Thought I was worthy.
I’d carry that around with me, the one last shred of proof that I was human. That’s all I’d take from her. I’d save the memories of her in the garden. With the dirt on her face. Her holding her hair off the nape of her neck, tilting her head upward to the sky, eyes closed, reveling in the sunlight.
Her lips would be stretched out into a lazy smile of contentment. How she could bask in the sunlight in her situation confounded me. She still found simple joys in life even as the walls of it closed in around her.
I knew she was intelligent enough to understand the severity of her situation. Fuck, she’d already almost half-starved herself to death and collapsed in the woods. She’d already seen the deviant she was sharing a space with, yet she somehow held on.
I knew that time was ticking on Stone’s patience. On my restraint. That one way or another, I’d have to place her in the jaws of a shark.
Piper
Something felt different today.
The air was colder, and the sun somehow hotter. Or maybe that was Knox’s gaze, that somehow was no longer icy cold. No longer detached. There was a depth to it, a wildness to it that was tangible.
My instincts were itching, warning me that something was going to happen this evening. What, I couldn’t be sure. And maybe it wasn’t my instincts. More than likely it was my overactive imagination that tended to create completelyunrealistic, romantic scenarios that couldn’t possibly come to life.
I kept drawing cards from my deck when Knox wasn’t around, and The Devil returned again and again. Same with The Lovers. It was laughable now, the way the universe was shoving this in my face. Or maybe it was my unconscious wants, my shadow showing me that it would not be ignored.
I couldn’t trust my own mind, that was becoming more and more apparent. Knox made it crystal clear that I couldn’t trust him. The only person I trusted completely was also being held hostage, her under the threat of death.
The bottom was falling out of my life, yet there I was, taking extra time to style my hair and dab on some makeup after showering. As if I were going to have a date with my captor.
My wardrobe did not offer much variety, and I didn’t pack to look sexy. But I’d put on my most favorite pair of jeans, worn and faded, clinging to every inch of me like a glove no matter how many times I washed them.
I put on a simple white tank and a cardigan stitched with tiny wildflowers.
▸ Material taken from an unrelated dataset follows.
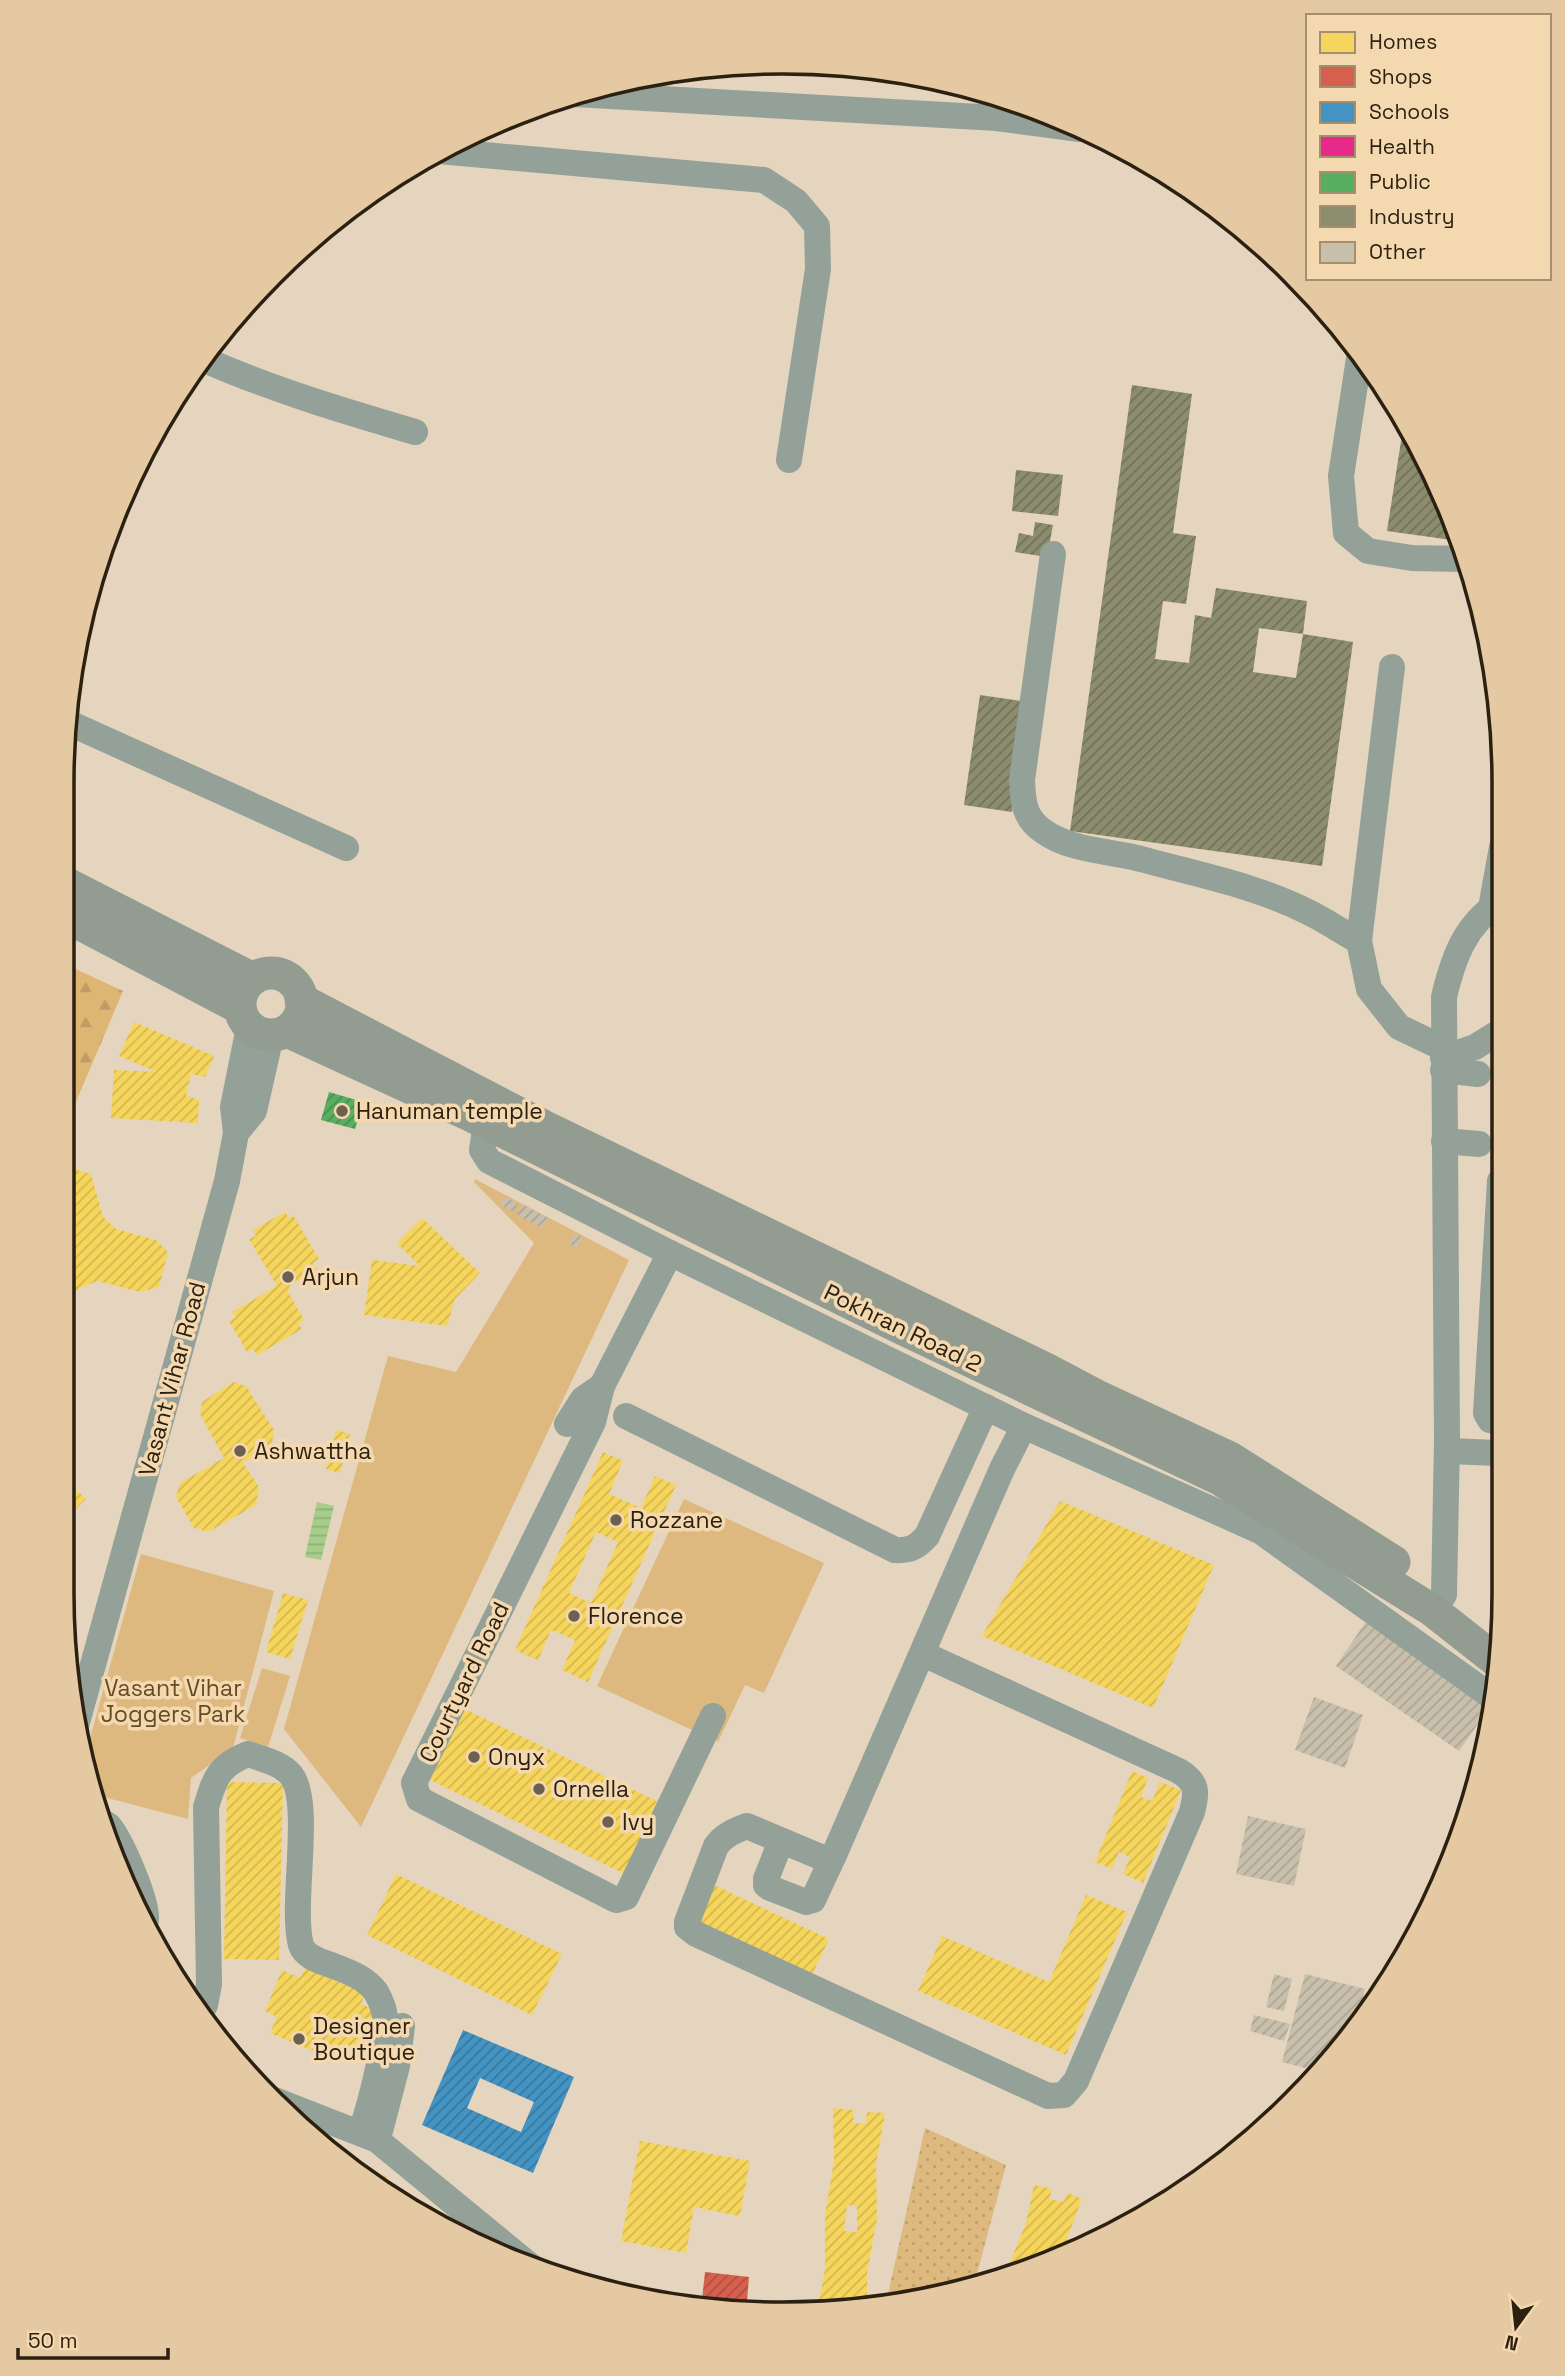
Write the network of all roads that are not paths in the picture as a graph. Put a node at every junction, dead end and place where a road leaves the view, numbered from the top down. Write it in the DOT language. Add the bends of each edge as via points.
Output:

With my hair piled at the top of my head, I fiddled with pulling a few strands out here and there, trying to make it look effortless when really I spent five minutes making it seem that way.
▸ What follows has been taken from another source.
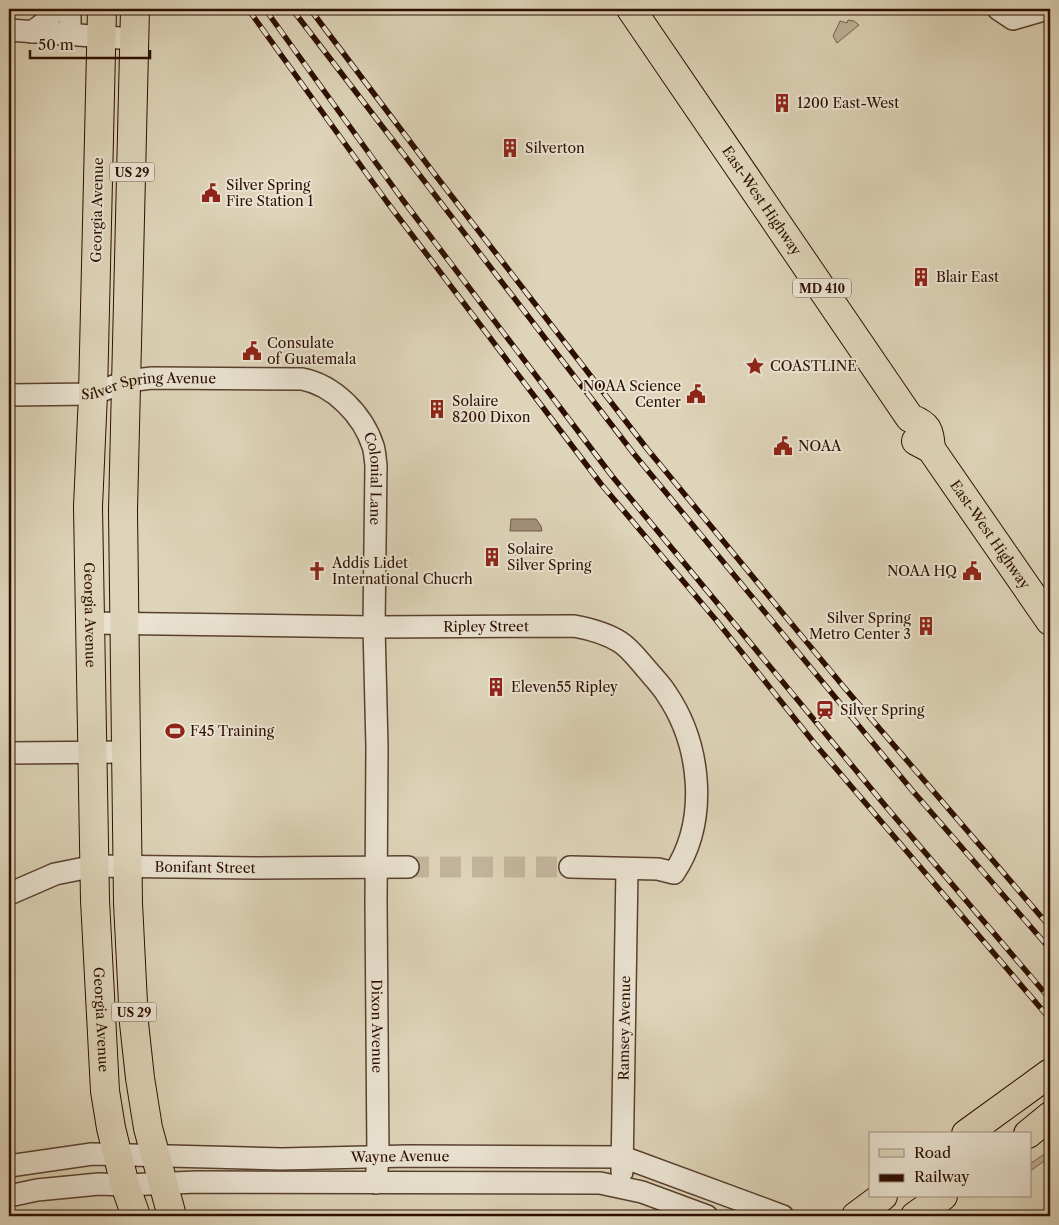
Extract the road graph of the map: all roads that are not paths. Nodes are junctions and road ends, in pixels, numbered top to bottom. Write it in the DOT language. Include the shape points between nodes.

I put on a thin amount of concealer, marveling at the freckles across my nose that hadn’t been there before. They made me look younger. My eyes were brighter than they’d ever been as I brushed mascara on my lashes. As I dabbed blush on my cheekbones, I contemplated the woman who looked like a child who had run through the mountains, picking wildflowers with an unscathed heart, a full belly, ignorant to the horrors that awaited her.
Somehow, during my captivity, I’d found that child. And I was welcoming her back.
Was my kidnapping … healing my inner child?
Ridiculous.
But true, nonetheless. And yes, it might’ve been the magic of the mountains, the way the air smelled cleaner here, the sun shone brighter, and the trees stood taller.
But mostly it was the man who was cut out of the environment like an intruder and a native all at once.
It took effort to act normal while walking out of the bathroom. Then again, I never acted ‘normal’ while anywhere in Knox’s line of sight. Every inch of me was coiled, tense, hyperaware in his presence. That was likely why I crashed so hard every night, my body was working overtime in a constant state of survival mode.
I needed to get used to that, I supposed, since it was looking more and more likely that the rest of my life—however long that was going to be—was going to be lived like that.
Knox was leaning against the countertop beside the stove where dinner was simmering.
He wasn’t doing anything, just leaning, one ankle over the over, arms crossed, eyes focused on the doorway I was emerging from. As if he’d been staring at it the entire time I’d been in the bathroom.
I didn’t do what I normally did, which was refuse to look in his direction and pretend to busy myself with sorting dirty clothes, taking them to be washed or hiding behind the cover of a paperback I wasn’t reading.
Instead of doing that, I met his stare. I didn’t know what my expression said. I wasn’t trying to challenge him like I had in the past, wasn’t trying to convey some semblance of strength nor determination. Not even hatred.
Because I didn’t hate him. Not anymore. My feelings for him were like a rose, full of thorns sharp enough to draw blood combined with lovely soft edges.
Maybe that’s what I wore on my expression, all of my discomfort and longing for him. Whatever it was, he picked up on it. I knew that because when he stared at me, he did it like he was trying to study me, learn me so well that he could write a book on how to break me.
He didn’t look away. He didn’t even swallow.